That probably scared them a bit.

------
neonate
[https://archive.is/KMpHm](https://archive.is/KMpHm)

------
Fr8TRN
I strongly disagree that Zuckerberg is the mastermind behind taking out
TikTok. A lot of this discussion was explicitly Chinese propaganda a few years
ago egging on past presidents to ban a few foreign companies.

In my opinion Trump is driving this particular issue not at the behest of
Zuckerberg. I dont think Trump sees eye to eye with other american social
media companies. I think Trump just sees sensitive data about americans in
foreign hands.

This EO action lacks complexity and is a somewhat, extremely messy way to do
things. Trump's response does not react with the reality of the industry and
that is all of our data is being scooped by everyone and banning a single
company will do nothing. Hypothetically if he wanted to promote a culture
change there needs to be more pointed discussion on this issue.
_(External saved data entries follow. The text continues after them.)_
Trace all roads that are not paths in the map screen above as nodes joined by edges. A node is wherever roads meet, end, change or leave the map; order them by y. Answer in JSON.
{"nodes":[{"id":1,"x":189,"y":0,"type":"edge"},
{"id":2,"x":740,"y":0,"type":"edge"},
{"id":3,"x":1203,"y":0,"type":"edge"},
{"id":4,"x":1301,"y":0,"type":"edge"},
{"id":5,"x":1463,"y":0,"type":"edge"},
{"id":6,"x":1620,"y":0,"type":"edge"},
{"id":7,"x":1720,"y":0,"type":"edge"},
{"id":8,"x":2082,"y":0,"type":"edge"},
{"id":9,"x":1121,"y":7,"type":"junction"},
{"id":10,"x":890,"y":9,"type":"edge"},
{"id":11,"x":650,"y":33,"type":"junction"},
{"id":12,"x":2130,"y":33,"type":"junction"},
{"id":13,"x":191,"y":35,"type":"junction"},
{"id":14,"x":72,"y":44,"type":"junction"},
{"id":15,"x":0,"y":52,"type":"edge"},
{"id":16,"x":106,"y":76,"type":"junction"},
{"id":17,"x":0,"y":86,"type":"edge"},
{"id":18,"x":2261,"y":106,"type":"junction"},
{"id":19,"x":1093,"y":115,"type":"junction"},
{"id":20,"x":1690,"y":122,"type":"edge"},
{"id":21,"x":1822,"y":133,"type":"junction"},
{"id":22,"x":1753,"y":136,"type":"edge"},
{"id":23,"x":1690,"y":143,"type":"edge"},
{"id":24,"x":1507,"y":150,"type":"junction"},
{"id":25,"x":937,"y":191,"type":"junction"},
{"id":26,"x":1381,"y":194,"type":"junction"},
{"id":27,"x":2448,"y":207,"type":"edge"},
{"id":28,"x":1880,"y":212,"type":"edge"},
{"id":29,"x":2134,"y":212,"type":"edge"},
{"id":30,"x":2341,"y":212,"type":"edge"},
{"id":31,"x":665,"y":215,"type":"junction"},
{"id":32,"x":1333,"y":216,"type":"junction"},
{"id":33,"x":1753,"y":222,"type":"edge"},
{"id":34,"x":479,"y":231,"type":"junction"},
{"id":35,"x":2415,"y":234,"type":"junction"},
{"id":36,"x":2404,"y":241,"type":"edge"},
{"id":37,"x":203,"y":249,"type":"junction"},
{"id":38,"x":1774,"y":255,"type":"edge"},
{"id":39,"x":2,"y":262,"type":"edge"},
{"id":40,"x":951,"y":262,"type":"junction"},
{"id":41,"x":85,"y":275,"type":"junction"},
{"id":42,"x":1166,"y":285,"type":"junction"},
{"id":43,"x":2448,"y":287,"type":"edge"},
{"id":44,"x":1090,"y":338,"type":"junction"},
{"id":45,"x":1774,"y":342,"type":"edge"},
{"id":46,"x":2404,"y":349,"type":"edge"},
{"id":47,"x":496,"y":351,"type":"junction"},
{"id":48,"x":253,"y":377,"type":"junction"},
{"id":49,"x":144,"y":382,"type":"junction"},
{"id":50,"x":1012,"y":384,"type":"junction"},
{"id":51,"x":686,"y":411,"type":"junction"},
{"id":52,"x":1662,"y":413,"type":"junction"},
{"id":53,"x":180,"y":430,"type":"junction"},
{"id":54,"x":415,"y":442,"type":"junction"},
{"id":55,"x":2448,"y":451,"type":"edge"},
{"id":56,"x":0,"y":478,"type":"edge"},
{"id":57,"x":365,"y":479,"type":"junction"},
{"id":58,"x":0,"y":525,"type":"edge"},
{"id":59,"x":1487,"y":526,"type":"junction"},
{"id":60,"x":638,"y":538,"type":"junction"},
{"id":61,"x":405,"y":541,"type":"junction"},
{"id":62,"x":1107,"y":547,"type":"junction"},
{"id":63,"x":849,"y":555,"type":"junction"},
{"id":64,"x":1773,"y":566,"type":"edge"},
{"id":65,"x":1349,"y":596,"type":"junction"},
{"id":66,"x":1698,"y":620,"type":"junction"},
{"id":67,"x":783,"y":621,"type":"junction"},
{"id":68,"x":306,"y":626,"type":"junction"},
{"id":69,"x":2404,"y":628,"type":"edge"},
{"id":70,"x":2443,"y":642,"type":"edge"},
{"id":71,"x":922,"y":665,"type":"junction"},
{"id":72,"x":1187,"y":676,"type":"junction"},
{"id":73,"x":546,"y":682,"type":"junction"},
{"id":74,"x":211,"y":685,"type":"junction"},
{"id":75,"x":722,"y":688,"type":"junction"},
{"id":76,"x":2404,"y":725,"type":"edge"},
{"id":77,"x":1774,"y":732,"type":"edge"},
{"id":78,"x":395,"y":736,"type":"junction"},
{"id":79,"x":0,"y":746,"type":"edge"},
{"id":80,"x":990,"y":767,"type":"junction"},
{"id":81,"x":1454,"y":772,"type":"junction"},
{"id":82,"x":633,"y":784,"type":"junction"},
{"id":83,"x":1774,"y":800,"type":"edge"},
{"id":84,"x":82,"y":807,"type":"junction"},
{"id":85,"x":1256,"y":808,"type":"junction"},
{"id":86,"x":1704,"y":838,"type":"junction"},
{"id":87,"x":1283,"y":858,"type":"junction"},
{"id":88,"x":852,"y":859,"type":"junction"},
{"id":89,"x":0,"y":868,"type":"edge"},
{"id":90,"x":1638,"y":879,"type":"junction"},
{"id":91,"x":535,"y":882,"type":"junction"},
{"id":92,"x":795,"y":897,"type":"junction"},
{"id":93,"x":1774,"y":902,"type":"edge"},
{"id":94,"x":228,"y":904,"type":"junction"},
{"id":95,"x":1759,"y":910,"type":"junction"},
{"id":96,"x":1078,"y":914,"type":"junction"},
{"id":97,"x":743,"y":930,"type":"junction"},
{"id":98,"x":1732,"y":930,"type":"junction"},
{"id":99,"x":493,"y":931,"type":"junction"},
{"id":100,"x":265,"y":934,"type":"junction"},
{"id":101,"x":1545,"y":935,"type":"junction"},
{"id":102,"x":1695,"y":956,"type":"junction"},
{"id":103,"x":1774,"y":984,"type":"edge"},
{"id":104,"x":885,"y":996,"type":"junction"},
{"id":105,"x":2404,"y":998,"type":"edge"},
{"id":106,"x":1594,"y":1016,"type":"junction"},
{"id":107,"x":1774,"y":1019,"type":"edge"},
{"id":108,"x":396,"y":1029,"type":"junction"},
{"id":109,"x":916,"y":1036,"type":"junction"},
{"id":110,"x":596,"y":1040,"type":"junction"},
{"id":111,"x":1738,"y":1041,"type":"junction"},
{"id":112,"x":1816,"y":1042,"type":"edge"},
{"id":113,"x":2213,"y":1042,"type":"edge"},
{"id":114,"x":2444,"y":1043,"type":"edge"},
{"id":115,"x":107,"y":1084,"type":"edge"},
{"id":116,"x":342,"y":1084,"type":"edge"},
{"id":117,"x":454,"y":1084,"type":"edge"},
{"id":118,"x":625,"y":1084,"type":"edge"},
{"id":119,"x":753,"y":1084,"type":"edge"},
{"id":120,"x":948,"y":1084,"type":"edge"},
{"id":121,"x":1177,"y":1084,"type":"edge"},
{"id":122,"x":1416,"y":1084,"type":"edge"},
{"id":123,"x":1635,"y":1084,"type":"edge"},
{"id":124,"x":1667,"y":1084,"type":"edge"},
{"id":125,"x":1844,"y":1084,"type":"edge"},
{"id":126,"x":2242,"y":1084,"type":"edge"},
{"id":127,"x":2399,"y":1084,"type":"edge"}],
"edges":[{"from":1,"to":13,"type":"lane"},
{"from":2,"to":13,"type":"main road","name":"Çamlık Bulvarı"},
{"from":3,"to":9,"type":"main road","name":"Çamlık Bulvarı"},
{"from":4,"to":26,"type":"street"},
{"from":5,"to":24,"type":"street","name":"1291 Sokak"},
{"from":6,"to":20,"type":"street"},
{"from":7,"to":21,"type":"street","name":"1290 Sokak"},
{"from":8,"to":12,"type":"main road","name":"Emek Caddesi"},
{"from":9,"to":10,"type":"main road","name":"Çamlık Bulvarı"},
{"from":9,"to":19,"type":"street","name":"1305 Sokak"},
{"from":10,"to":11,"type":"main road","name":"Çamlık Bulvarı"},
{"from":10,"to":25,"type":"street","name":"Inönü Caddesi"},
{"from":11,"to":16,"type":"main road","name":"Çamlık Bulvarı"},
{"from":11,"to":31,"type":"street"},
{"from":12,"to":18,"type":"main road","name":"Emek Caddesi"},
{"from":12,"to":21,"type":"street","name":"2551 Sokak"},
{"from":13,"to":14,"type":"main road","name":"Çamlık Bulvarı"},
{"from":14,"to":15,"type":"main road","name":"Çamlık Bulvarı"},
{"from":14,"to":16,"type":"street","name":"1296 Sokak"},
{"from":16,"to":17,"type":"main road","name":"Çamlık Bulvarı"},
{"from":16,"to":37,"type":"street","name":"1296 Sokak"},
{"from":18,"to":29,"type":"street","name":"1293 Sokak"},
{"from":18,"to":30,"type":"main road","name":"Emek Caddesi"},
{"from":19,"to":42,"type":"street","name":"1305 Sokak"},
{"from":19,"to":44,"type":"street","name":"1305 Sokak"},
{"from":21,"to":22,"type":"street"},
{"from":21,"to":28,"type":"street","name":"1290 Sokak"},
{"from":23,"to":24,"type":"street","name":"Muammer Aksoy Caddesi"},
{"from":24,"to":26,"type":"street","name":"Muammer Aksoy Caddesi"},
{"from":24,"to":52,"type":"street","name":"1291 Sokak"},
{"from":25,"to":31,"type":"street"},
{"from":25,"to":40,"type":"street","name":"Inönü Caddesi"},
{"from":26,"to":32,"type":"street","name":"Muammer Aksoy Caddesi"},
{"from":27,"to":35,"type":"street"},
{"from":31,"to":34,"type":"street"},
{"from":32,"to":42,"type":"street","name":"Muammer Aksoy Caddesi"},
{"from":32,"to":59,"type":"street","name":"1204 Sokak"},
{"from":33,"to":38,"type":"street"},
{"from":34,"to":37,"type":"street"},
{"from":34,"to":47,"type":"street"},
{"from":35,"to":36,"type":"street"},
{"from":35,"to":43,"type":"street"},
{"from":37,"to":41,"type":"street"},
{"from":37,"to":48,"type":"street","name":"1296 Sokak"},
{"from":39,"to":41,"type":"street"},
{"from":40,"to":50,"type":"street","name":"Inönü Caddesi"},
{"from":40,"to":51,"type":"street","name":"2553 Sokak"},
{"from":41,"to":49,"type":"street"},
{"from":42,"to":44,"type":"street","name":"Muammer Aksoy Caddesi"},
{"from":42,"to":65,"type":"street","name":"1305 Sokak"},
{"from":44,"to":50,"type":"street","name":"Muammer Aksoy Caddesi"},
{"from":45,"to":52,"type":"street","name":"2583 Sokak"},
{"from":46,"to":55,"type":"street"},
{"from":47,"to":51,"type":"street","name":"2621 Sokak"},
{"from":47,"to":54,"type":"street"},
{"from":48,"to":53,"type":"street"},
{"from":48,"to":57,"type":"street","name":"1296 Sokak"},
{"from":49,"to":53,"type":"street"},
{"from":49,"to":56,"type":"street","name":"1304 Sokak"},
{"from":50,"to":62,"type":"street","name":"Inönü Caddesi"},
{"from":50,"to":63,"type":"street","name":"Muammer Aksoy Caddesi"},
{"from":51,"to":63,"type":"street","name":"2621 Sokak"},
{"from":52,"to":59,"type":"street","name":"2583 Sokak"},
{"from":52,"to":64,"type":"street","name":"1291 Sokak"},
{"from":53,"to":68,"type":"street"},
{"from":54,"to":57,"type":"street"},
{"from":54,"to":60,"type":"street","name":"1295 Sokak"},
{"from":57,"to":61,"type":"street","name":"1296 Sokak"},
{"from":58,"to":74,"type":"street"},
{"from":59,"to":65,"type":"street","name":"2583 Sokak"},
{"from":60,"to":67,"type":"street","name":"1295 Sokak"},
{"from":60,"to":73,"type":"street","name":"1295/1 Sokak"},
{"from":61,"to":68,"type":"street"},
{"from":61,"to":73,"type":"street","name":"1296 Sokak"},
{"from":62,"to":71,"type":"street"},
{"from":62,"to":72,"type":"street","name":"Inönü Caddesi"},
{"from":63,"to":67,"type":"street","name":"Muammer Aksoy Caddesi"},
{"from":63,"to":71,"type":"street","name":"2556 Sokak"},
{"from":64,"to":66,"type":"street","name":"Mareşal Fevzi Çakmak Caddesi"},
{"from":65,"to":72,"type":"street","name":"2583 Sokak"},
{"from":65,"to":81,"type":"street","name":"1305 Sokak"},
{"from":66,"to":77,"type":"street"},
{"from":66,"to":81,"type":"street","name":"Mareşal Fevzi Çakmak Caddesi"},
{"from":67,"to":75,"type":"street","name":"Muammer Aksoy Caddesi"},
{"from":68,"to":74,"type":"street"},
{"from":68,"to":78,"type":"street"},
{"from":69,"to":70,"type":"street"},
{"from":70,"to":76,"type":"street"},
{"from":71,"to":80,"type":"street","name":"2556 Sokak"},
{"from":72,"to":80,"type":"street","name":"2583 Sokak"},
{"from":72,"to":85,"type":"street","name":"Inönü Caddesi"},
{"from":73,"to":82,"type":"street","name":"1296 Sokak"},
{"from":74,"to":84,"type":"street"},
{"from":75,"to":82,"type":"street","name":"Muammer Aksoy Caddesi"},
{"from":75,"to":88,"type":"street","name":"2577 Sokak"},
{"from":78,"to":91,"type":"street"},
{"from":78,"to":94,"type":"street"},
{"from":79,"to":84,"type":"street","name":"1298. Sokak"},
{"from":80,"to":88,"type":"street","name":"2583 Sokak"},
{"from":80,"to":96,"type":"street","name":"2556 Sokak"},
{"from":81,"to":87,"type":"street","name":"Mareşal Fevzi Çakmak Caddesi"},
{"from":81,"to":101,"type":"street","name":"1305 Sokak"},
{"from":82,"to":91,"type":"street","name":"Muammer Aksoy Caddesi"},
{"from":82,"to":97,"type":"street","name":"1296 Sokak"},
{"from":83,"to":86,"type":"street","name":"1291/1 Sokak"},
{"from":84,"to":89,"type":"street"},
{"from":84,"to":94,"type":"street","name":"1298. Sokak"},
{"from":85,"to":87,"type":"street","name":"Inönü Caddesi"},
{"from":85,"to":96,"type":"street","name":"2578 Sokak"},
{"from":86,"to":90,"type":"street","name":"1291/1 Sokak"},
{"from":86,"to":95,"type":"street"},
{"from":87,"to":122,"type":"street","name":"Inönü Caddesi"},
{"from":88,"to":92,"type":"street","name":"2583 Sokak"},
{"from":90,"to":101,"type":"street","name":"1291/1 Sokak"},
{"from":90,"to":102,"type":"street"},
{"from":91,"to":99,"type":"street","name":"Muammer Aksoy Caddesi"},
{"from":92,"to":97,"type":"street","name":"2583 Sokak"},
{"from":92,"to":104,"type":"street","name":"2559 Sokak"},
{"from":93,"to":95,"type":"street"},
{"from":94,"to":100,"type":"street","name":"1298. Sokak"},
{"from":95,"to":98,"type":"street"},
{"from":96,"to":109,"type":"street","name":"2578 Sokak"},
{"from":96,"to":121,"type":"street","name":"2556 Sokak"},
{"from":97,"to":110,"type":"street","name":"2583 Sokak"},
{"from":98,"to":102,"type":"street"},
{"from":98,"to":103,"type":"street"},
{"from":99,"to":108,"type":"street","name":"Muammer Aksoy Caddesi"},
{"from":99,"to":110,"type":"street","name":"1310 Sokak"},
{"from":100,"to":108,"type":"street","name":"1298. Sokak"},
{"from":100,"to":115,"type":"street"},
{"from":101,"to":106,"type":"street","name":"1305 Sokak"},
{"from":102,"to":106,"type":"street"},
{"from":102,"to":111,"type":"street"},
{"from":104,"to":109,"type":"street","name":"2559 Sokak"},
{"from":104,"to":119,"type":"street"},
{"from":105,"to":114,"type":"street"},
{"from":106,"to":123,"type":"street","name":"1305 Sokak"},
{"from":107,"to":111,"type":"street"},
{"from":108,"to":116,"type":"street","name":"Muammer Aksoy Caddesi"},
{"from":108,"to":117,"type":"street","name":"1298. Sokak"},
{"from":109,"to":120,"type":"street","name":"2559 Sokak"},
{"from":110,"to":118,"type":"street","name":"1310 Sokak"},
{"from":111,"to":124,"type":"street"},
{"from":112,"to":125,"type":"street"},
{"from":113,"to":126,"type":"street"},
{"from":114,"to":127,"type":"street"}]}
Additionally if Trump really really wanted to shove some regulation down data
miners/brokers throats he would ban the sale of data (like ccpa but with
actual teeth), and obliterate S.J.Res.34. GDPR is a farce and is like a cop
making everything illegal but selectively enforcing the law.

This discussion on HN is somewhat helpful but few comments here are including
the necessary complexity of this case.

------
shoulderfake
This is horseshit. The last thing fb wants is for nations to start banning
each others technology companies. Tik tok being banned in India and USA could
start a domino effect that see's fb being kicked out of many countries that
follow.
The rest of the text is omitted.